#### WORK TASK
Report every line below that has the string "roads" in it.

#### PROVIDED RECORDS
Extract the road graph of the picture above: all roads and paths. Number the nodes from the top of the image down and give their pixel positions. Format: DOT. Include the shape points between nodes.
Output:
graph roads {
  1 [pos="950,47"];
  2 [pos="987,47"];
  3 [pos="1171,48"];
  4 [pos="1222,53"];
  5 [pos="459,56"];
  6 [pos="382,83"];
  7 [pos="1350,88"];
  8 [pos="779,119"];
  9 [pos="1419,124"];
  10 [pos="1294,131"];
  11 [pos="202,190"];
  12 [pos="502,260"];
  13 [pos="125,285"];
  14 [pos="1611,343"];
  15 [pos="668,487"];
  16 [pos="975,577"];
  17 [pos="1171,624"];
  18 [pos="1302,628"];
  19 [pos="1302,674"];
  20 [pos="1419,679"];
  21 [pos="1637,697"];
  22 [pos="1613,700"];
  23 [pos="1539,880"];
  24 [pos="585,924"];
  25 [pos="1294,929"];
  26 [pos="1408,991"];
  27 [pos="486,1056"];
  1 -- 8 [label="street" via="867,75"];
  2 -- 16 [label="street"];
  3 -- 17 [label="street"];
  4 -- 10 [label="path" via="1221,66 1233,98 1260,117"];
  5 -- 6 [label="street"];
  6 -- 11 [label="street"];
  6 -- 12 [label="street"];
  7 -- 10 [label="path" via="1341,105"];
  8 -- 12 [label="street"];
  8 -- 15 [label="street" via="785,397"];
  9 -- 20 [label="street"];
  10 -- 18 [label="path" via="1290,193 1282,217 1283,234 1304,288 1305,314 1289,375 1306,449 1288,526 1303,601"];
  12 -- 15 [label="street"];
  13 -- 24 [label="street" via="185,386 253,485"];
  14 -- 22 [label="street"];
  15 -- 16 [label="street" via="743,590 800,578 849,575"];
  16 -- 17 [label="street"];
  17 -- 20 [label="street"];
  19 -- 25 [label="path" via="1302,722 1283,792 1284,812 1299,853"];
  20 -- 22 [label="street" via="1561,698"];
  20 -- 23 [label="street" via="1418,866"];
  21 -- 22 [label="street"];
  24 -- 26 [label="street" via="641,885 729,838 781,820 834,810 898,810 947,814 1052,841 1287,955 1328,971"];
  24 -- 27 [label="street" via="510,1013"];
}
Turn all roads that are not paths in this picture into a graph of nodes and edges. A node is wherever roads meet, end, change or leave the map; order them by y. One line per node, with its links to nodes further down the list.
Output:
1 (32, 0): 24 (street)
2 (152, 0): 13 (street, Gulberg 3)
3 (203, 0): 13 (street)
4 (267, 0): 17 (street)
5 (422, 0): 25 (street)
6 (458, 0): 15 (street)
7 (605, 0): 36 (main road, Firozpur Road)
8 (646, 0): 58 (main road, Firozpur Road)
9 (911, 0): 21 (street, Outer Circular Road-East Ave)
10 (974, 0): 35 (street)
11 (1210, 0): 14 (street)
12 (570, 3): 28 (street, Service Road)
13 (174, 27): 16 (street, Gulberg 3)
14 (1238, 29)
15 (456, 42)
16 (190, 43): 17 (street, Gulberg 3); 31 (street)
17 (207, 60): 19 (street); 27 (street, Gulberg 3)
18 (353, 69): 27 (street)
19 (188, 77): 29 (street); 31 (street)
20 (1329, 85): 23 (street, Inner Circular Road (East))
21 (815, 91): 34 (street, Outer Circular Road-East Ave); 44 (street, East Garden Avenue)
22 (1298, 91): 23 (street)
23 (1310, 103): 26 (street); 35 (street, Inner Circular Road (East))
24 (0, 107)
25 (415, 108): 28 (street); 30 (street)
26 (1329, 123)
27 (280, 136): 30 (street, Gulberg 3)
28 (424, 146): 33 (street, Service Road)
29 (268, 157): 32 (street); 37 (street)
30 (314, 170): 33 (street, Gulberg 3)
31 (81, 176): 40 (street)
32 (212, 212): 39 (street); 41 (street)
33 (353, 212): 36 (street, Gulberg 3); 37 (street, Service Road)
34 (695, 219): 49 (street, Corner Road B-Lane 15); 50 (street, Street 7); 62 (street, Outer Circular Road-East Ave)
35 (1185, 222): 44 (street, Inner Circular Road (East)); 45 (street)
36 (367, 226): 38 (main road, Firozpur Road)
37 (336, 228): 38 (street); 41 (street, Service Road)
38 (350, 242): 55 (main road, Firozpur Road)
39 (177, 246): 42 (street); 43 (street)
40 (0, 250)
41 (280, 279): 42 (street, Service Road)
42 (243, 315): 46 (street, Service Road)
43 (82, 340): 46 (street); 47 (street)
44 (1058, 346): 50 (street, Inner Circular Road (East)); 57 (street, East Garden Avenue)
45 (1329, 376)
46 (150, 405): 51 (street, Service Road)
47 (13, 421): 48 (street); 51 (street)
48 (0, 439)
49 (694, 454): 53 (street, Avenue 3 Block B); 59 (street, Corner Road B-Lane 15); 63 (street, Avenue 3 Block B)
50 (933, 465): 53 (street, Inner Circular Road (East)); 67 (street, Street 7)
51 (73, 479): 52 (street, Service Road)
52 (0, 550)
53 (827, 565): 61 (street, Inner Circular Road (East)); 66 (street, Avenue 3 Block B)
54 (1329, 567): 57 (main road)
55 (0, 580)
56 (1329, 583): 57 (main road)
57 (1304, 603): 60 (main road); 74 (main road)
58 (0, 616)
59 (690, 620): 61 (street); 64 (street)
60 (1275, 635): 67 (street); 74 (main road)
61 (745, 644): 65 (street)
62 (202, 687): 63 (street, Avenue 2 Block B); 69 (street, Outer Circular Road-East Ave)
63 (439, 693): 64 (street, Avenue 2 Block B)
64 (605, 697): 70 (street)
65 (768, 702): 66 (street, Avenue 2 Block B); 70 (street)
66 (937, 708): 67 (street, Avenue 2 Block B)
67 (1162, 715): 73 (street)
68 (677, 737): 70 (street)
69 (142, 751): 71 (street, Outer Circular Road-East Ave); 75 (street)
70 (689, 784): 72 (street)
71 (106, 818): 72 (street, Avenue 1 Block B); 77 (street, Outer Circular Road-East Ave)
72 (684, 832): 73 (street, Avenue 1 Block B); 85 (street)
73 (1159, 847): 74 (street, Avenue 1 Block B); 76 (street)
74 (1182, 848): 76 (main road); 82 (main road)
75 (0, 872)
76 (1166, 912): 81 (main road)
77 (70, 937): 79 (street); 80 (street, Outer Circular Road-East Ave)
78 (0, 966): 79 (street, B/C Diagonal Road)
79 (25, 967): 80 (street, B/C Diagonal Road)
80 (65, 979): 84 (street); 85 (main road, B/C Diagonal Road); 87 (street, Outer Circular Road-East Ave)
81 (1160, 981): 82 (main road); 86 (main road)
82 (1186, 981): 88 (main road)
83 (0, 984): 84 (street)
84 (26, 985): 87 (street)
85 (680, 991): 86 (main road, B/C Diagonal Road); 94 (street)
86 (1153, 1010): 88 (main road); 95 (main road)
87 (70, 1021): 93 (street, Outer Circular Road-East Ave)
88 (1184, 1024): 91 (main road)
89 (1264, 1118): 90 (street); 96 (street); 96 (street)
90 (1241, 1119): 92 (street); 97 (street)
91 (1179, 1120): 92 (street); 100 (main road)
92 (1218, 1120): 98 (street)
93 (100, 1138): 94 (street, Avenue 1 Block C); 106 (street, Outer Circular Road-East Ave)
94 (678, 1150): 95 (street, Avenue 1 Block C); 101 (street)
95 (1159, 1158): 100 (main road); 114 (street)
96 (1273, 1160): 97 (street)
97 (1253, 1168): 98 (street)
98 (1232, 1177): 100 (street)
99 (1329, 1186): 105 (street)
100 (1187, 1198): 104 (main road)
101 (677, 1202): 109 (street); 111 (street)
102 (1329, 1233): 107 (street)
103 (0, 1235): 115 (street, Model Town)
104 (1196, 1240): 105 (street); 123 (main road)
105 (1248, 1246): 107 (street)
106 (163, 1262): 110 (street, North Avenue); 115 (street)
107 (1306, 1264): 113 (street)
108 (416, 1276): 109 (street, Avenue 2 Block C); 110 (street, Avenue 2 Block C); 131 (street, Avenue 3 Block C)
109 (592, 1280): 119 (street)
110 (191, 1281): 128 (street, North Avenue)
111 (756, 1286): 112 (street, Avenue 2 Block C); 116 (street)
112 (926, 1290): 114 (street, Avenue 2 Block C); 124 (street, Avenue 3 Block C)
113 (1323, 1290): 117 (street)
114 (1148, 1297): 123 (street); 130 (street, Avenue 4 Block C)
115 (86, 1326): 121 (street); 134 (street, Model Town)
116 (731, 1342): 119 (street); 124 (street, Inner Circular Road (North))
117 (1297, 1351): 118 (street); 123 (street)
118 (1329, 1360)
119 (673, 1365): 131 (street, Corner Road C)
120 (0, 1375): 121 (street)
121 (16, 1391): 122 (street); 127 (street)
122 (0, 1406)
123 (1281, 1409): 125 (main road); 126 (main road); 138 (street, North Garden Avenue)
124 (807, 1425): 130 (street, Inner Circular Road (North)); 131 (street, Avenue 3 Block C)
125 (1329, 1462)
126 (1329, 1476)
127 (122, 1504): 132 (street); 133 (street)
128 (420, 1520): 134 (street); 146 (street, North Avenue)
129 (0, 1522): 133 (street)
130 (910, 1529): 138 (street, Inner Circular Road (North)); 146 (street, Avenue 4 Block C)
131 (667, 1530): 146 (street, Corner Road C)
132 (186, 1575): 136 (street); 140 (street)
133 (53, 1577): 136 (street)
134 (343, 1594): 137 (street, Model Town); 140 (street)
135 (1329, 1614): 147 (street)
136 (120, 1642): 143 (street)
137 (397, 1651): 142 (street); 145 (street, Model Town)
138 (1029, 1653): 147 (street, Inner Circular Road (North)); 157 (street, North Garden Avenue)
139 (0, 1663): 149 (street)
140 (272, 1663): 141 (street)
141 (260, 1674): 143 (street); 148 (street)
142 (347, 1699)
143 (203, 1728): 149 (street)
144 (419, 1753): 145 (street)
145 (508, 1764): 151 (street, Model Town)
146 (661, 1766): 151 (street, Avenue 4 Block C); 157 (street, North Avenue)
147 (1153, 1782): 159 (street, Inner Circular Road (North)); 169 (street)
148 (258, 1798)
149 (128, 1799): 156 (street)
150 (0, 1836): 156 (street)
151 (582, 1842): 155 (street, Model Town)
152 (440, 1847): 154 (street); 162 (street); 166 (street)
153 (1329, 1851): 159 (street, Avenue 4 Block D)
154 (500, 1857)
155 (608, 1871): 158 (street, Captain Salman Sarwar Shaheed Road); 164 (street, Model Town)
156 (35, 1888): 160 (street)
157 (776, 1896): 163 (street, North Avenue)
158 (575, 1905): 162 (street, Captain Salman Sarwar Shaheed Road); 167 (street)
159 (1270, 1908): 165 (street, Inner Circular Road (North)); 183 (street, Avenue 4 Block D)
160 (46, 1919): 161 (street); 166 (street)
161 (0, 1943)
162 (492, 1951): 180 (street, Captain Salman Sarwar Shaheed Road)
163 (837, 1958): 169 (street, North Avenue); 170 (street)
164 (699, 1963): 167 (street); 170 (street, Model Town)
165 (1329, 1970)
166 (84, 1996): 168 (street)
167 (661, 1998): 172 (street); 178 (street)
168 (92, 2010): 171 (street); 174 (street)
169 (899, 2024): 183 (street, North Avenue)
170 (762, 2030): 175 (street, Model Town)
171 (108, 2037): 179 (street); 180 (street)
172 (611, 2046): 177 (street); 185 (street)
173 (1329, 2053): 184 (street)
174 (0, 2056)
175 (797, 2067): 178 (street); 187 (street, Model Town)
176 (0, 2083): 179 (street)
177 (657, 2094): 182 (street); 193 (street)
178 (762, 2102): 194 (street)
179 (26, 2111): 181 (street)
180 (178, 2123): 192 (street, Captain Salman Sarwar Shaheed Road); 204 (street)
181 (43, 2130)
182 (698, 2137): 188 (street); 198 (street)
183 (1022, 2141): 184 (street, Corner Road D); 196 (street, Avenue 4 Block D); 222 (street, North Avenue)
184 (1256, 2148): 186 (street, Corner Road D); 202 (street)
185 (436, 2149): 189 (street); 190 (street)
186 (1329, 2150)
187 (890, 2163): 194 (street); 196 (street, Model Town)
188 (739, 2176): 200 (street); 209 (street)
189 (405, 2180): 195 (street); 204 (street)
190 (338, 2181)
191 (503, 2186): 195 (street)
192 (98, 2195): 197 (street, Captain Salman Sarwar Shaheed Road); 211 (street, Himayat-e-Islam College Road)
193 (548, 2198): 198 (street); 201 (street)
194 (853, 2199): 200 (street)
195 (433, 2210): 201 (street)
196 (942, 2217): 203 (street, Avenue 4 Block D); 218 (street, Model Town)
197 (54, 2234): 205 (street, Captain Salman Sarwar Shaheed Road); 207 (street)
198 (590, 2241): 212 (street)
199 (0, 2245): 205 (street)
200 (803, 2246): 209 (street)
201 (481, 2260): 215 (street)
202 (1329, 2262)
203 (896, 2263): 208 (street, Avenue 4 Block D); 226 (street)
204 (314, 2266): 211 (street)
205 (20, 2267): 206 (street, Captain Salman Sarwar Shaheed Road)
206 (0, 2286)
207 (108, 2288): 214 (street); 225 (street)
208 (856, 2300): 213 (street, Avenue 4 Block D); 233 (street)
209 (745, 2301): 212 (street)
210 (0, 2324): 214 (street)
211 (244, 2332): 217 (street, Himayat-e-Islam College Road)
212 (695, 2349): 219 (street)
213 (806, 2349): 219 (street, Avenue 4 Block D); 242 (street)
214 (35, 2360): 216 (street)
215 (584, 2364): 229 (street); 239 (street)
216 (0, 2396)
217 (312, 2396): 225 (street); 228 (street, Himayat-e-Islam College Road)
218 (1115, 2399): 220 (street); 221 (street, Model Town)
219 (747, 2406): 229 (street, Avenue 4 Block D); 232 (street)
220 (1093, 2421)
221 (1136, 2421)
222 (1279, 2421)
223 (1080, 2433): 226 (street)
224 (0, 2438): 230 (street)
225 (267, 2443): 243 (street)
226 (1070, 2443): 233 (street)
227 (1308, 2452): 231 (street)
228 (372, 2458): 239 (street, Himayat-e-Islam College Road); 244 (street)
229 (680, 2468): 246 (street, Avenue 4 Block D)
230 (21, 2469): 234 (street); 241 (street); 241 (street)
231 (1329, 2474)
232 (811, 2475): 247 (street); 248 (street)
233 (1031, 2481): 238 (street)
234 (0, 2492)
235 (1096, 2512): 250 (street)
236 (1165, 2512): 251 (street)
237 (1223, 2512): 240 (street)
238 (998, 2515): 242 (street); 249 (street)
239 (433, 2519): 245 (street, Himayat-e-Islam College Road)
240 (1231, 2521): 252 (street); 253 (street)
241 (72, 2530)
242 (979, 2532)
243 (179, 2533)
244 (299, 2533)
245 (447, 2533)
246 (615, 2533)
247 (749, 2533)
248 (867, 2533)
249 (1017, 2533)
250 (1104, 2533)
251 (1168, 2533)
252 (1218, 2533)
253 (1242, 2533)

#### TASK RESULT
Extract the road graph of the picture above: all roads and paths. Number the nodes from the top of the image down and give their pixel positions. Format: DOT. Include the shape points between nodes.
graph roads {
Turn all roads that are not paths in this picture into a graph of nodes and edges. A node is wherever roads meet, end, change or leave the map; order them by y. One line per node, with its links to nodes further down the list.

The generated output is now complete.